» Work item: Out of the entries that follow, copy each line containing "highway".

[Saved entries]
**********

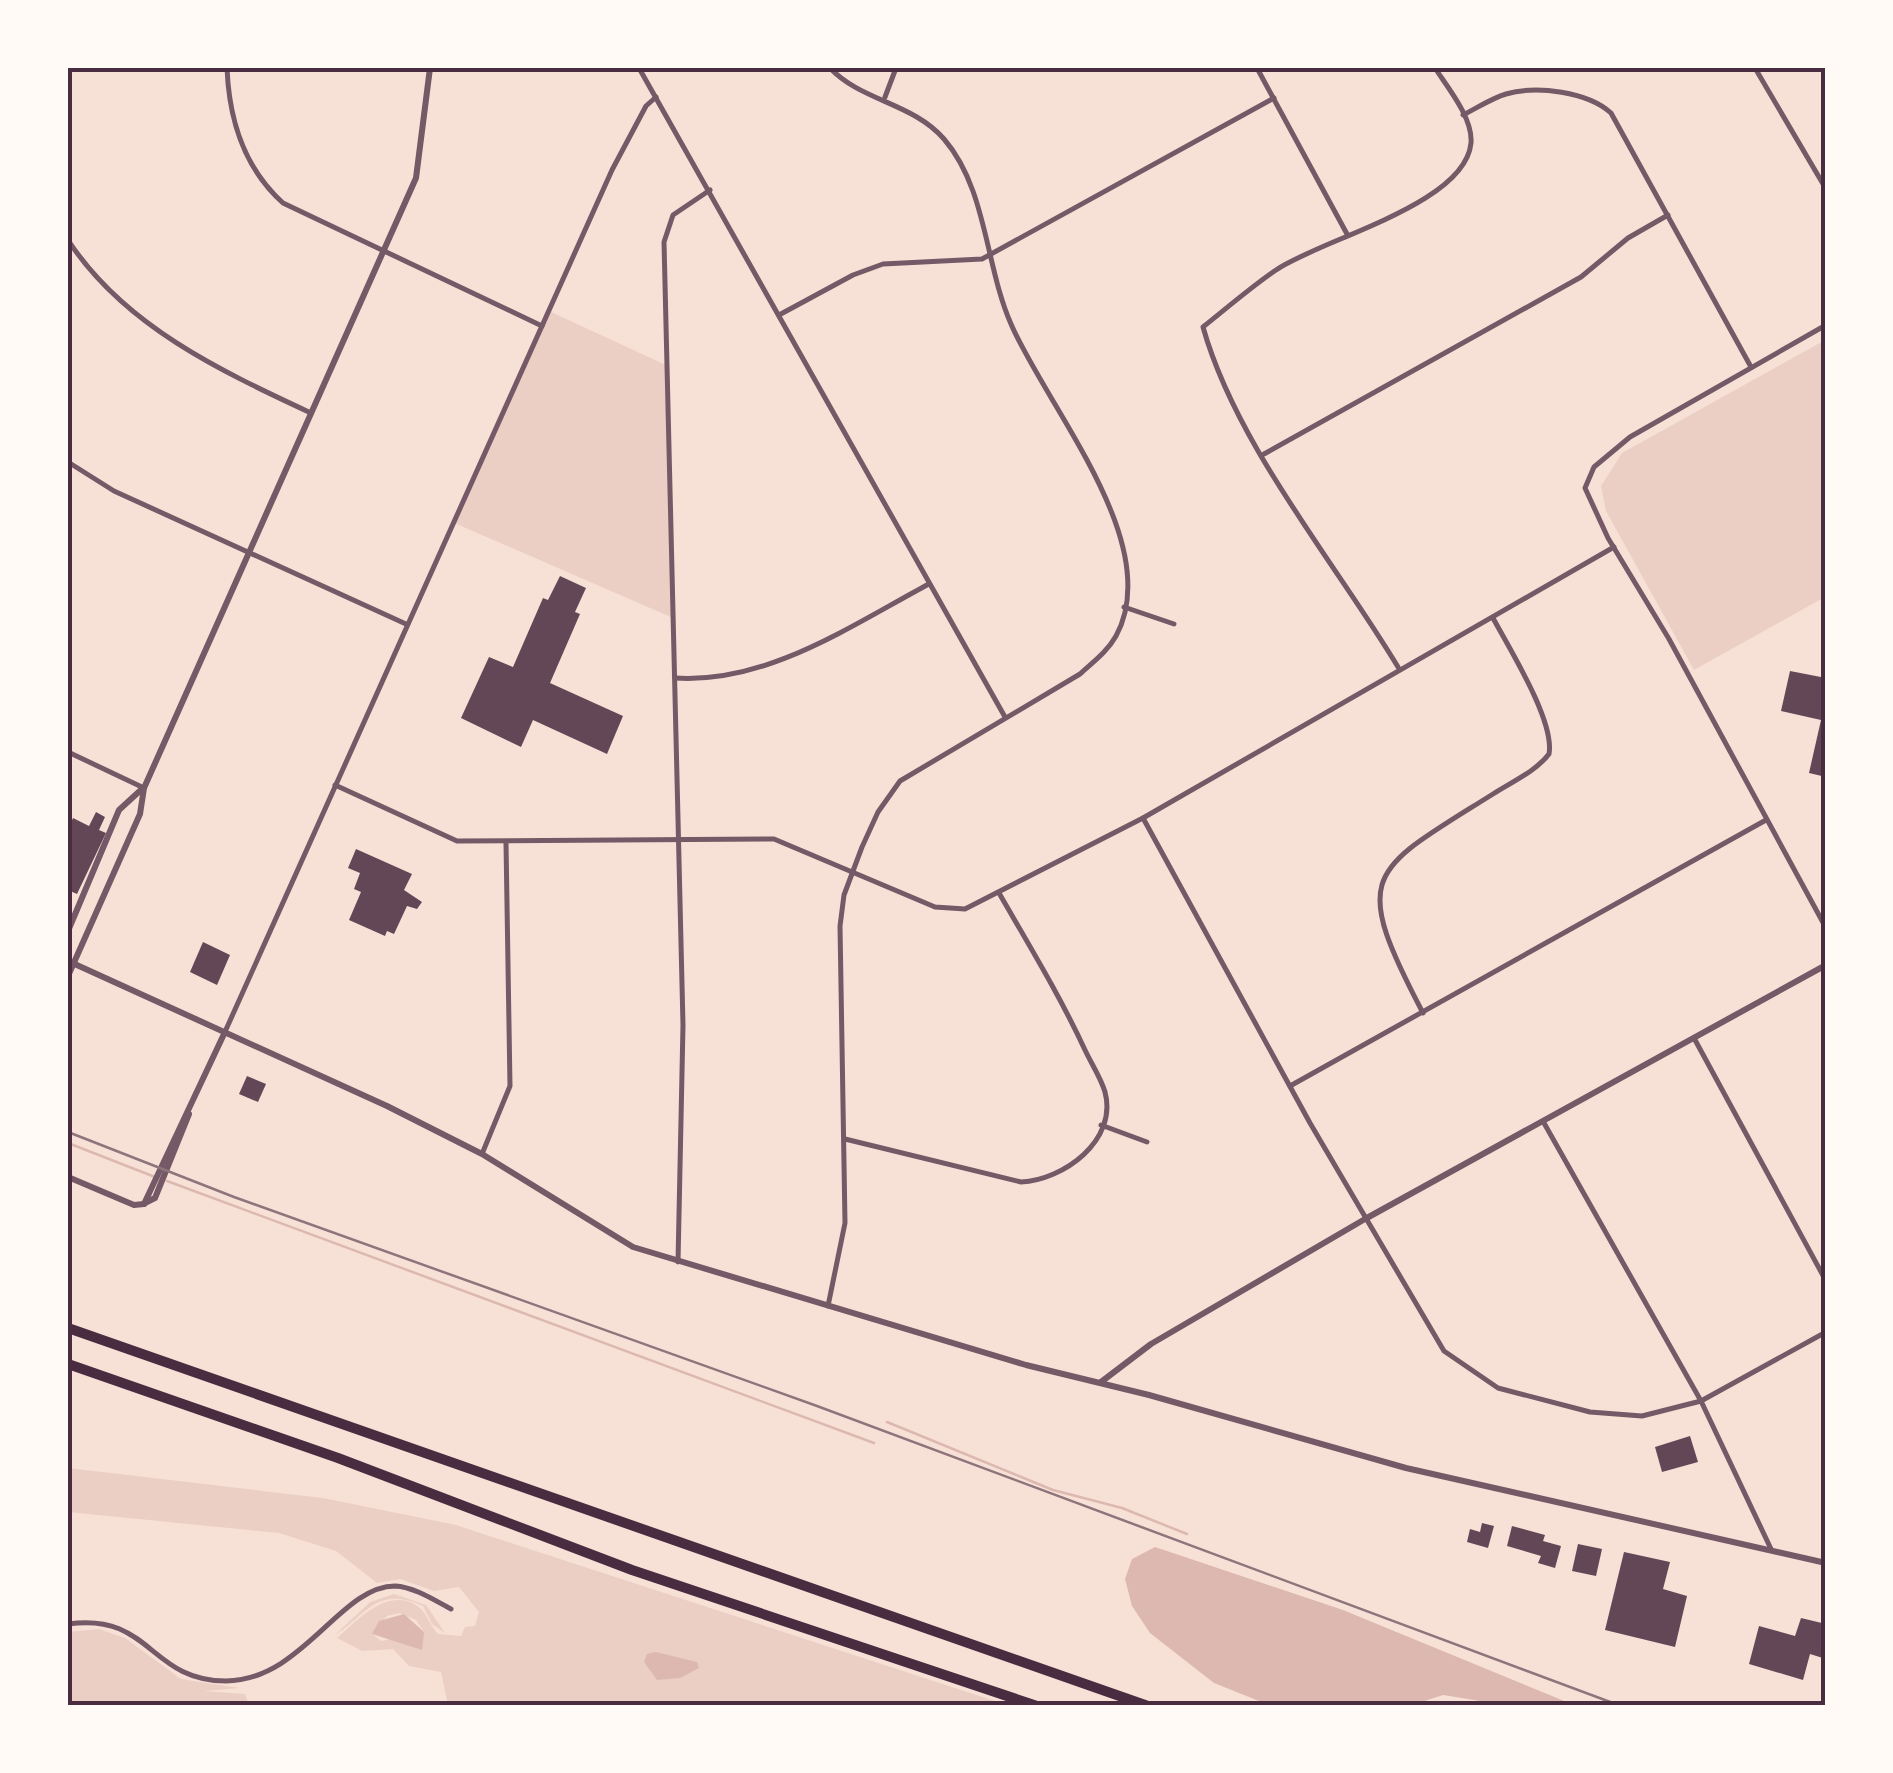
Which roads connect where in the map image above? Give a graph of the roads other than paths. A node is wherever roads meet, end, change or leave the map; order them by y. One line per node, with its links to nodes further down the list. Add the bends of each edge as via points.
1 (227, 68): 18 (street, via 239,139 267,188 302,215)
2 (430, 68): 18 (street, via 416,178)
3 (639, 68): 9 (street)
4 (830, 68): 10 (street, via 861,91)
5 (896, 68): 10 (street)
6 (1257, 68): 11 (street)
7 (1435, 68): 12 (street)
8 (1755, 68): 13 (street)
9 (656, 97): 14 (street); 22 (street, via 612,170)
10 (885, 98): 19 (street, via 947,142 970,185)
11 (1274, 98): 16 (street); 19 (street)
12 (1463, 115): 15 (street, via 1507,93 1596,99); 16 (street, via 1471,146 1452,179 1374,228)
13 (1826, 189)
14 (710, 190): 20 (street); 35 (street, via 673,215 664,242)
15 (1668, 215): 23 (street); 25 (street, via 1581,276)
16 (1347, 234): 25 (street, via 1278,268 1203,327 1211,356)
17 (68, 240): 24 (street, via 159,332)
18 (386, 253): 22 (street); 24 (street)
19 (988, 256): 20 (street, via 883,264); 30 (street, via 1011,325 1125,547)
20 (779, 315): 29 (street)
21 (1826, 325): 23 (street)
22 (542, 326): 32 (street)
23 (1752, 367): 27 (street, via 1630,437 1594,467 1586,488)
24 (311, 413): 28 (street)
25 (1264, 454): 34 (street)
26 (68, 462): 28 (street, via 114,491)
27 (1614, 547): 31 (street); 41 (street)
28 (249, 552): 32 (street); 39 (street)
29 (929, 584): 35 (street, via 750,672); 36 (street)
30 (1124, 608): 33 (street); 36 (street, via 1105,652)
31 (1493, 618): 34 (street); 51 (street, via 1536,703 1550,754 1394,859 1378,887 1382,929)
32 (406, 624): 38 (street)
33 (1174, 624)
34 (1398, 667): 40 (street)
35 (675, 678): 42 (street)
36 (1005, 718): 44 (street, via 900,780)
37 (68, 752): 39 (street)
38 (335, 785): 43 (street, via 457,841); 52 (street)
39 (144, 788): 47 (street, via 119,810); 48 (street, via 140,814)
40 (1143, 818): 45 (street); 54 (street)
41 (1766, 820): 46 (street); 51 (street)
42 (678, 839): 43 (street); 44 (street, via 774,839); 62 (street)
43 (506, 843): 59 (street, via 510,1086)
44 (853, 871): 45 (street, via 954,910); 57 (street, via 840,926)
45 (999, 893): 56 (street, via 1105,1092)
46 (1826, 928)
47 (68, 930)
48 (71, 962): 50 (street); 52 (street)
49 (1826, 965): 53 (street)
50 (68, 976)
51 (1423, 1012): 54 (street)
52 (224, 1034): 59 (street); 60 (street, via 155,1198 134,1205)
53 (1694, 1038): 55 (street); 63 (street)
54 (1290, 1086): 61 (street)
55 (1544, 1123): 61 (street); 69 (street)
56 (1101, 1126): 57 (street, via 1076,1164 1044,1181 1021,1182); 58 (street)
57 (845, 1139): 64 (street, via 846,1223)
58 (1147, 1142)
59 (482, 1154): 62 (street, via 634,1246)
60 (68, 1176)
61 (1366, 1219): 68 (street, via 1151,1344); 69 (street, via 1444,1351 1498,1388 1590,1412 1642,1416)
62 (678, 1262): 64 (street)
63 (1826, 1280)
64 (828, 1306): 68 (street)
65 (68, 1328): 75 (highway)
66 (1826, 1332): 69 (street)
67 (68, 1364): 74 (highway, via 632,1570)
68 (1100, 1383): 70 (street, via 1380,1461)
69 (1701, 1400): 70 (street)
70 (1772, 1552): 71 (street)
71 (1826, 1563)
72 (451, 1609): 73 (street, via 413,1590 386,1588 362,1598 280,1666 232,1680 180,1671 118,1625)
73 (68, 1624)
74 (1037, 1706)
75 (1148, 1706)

**********

» Task answer:
65 (68, 1328): 75 (highway)
67 (68, 1364): 74 (highway, via 632,1570)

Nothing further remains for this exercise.